Miguel de Unamuno tiene en esta generación que da sus primeros y esplendentes frutos a comienzos de siglo la primacía de una madurez más temprana y de una personalidad más recia y, por así decirlo, más impetuosa. “Nosotros los vascos —le decía Unamuno a Ernst Robert Curtius—, nosotros los vascos, somos los alcaloides de España”. Acaso sea éste el papel más decisivo que puede desempeñar Unamuno en la formación de toda nueva generación intelectual.

El hombre de carne y hueso

Unamuno no cree en la filosofía, por lo menos tal como entienden este vocablo los profesionales, y por eso solamente en un sentido muy distinto del usual y, para mi entender, más verdadero, se puede decir de Unamuno que es un filósofo. Cosa que, por otro lado, le importa bien poco. Admirador de Kierkegaard, última pieza de una cadena que ha tenido como eslabones a San Pablo, Tertuliano y Pascal, rechaza en todo momento y con la mayor energía los imperativos de la lógica. Lo que hace del hombre un filósofo no es, según Unamuno, la sumisión a los principios lógicos, sino justamente la facultad de evadirse de ellos, de ser, para expresarlo en sus propias palabras, “un hombre de contradicciones”. Claro está que esta actitud de oposición a la lógica no deja de ser, por contraria a la lógica usual, una forma de pensar menos filosófica. Pero, con todo, sería injusto no subrayar este carácter de voluntad de evasión de toda forma. Más adelante veremos cómo Unamuno adscribe al lenguaje el rasgo formal que le es imposible eludir a toda construcción filosófica, por despegada que esté del formalismo. La confusión por Unamuno de lo racional con lo lógico se presta, sin duda, a muy diversos y difíciles debates, en los que ha participado buena parte del pensamiento filosófico contemporáneo. Pero mi intención no es someter ahora el pensamiento de Unamuno a una vasta disección formal, sino establecer con la mayor precisión posible los caracteres más salientes del mismo, y por ello nos veremos precisados a dejar de lado temas cuya sola mención nos permite evocar los problemas en los que se ha debatido siempre la filosofía.
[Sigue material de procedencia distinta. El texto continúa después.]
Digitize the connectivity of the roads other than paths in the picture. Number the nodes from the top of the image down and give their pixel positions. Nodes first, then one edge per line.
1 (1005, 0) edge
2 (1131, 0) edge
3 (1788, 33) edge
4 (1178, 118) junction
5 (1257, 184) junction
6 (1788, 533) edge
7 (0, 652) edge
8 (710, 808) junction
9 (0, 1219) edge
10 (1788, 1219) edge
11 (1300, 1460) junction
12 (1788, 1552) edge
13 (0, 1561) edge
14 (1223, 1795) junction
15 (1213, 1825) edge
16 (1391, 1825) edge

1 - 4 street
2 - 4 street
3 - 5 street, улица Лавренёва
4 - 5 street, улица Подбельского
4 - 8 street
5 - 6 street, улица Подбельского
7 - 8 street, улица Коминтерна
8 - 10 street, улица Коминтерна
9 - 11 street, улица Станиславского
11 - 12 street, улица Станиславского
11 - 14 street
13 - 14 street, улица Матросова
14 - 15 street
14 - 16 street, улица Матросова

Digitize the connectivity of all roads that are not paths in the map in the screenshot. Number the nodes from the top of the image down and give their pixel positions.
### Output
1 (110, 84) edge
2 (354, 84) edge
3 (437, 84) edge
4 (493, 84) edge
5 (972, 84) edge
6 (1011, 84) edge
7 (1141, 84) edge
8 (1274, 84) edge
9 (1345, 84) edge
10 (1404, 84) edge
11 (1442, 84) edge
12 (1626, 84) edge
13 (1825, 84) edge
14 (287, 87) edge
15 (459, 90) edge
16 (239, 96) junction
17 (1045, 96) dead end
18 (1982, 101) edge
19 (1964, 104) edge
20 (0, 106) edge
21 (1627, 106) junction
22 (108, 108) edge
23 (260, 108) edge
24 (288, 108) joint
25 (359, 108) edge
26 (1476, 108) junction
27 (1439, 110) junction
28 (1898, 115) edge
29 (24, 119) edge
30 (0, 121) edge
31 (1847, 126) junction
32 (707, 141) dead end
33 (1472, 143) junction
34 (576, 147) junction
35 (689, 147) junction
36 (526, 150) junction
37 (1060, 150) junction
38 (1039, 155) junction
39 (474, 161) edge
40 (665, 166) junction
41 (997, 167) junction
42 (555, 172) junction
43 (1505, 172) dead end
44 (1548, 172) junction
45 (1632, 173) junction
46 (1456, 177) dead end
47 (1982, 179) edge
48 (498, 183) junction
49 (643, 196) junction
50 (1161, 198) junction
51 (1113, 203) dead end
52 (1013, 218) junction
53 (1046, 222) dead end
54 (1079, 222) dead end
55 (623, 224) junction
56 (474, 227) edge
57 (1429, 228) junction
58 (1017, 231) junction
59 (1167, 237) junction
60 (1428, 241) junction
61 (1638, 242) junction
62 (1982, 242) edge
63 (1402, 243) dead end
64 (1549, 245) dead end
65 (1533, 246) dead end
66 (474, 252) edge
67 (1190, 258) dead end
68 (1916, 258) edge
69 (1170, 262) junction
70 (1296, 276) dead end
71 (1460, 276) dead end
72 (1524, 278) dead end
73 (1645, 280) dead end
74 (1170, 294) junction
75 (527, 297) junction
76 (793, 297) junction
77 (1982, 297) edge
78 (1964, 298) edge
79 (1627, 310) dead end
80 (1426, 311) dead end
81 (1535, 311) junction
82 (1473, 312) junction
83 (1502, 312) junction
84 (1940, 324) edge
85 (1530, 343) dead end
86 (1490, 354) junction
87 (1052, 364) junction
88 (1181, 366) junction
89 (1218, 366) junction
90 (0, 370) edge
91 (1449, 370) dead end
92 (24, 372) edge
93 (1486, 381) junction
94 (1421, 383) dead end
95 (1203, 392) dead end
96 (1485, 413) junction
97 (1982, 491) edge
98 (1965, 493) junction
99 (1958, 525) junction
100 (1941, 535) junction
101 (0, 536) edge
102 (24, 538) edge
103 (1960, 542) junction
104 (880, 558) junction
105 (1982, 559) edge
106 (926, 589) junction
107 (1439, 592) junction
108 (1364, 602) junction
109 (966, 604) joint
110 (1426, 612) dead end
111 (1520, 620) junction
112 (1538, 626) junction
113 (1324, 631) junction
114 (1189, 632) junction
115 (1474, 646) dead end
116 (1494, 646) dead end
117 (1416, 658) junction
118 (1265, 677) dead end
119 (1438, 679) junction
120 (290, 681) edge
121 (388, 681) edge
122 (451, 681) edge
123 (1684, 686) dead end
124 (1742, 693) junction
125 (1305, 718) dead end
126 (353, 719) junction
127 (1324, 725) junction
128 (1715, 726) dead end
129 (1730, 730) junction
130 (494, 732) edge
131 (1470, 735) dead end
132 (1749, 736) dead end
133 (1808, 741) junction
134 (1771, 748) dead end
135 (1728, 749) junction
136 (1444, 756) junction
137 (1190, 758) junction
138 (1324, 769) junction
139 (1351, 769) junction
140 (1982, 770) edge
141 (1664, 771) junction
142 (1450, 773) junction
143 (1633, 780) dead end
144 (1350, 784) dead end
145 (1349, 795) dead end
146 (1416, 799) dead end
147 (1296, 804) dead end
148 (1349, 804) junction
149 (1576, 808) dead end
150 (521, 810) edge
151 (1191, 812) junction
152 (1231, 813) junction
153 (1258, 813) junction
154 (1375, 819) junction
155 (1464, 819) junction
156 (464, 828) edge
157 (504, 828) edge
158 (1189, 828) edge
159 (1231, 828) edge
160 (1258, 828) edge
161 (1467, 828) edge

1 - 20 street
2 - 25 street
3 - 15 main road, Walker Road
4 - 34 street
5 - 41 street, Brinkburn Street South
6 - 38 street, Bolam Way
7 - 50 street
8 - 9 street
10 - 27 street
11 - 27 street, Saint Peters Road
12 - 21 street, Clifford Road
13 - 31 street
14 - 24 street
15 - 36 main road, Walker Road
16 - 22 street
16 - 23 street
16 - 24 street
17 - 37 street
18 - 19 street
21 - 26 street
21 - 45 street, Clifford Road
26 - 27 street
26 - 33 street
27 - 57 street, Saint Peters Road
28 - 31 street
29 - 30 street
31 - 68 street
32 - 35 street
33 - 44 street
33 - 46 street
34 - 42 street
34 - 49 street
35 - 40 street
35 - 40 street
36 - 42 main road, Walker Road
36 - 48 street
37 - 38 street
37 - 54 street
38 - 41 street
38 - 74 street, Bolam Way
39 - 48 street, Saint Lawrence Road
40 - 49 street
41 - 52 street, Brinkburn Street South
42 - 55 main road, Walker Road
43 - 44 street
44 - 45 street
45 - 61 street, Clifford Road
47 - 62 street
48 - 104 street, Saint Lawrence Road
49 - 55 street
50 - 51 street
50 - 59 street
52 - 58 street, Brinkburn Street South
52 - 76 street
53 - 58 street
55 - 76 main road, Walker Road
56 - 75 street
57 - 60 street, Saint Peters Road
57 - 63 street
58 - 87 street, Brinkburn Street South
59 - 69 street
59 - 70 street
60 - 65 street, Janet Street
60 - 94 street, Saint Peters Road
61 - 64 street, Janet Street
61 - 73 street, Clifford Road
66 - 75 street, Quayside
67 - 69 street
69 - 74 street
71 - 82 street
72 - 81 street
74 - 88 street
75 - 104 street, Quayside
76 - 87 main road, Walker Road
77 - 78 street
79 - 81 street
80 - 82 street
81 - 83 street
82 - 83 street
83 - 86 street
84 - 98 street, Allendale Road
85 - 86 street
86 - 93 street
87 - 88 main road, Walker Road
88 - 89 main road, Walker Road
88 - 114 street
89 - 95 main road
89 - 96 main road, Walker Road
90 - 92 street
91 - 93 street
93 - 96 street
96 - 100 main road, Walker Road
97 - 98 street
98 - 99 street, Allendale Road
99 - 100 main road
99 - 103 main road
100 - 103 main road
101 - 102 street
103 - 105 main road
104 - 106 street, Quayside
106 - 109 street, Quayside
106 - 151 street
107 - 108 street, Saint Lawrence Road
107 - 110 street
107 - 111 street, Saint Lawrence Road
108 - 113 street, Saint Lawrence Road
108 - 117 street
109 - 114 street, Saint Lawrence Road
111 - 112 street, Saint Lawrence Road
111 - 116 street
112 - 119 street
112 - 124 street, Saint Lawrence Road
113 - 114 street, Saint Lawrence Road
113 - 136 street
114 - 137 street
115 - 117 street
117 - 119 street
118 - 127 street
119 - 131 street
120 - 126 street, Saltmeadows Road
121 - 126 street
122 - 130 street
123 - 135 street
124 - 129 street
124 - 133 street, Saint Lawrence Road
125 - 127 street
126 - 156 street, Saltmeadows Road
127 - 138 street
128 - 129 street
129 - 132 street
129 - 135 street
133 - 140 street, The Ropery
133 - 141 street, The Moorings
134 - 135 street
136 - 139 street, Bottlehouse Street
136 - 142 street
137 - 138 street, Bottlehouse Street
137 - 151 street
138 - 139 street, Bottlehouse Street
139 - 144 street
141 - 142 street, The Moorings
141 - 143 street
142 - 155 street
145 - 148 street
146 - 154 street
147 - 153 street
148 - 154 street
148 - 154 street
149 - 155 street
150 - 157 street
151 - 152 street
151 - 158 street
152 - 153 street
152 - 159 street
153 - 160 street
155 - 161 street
El combate de Unamuno contra la lógica y contra toda filosofía calificada de abstracta no es más que una consecuencia de la intuición central que mueve toda su obra y toda su vida, intuición que puede expresarse con el nombre de “doctrina del hombre de carne y hueso”. Lo que en filosofía debe importarnos más, sostiene Unamuno, es el hombre, y en ello estarán de acuerdo con él la mayor parte de los filósofos. Pero cuando de la primacía del interés se pasa a lo que cada uno de ellos entiende por hombre, nos encontramos ya con los principios de la más radical divergencia. “Hombre” es para las distintas filosofías un término multívoco, que lo mismo alude al ser pensante que al ser afectivo. Unamuno adopta en este debate eterno una posición irreducible, no menos profunda porque sea más sencilla. A su entender, lo que la filosofía ha dicho siempre del hombre ha sido sin excepciones —desde el “animal político” de Aristóteles hasta la “cosa que piensa” de Descartes— el producto de una construcción conceptual. Ninguno de estos entes abstractos puede ser para Unamuno el sujeto y el objeto de la filosofía. Lo que constituye el problema central de toda filosofía es más bien el hombre como realidad existente, el hombre en su concreta realidad actual, esta cosa, si cosa puede llamarse, que es y existe de hecho, que constituye “un principio de unidad y un principio de continuidad”. A este hombre, igualmente alejado de una entidad abstracta y de una pretendida superrealidad eterna, es al que Unamuno llama, con expresión llana y honda, “el hombre de carne y hueso”. Expresión que debe entenderse cabalmente como el sentimiento de la propia existencia, manifestada en el dolor y en la desesperación, y que conduce a Unamuno desde esta posición primaria aparentemente materialista a la afirmación de la inmortalidad existencial.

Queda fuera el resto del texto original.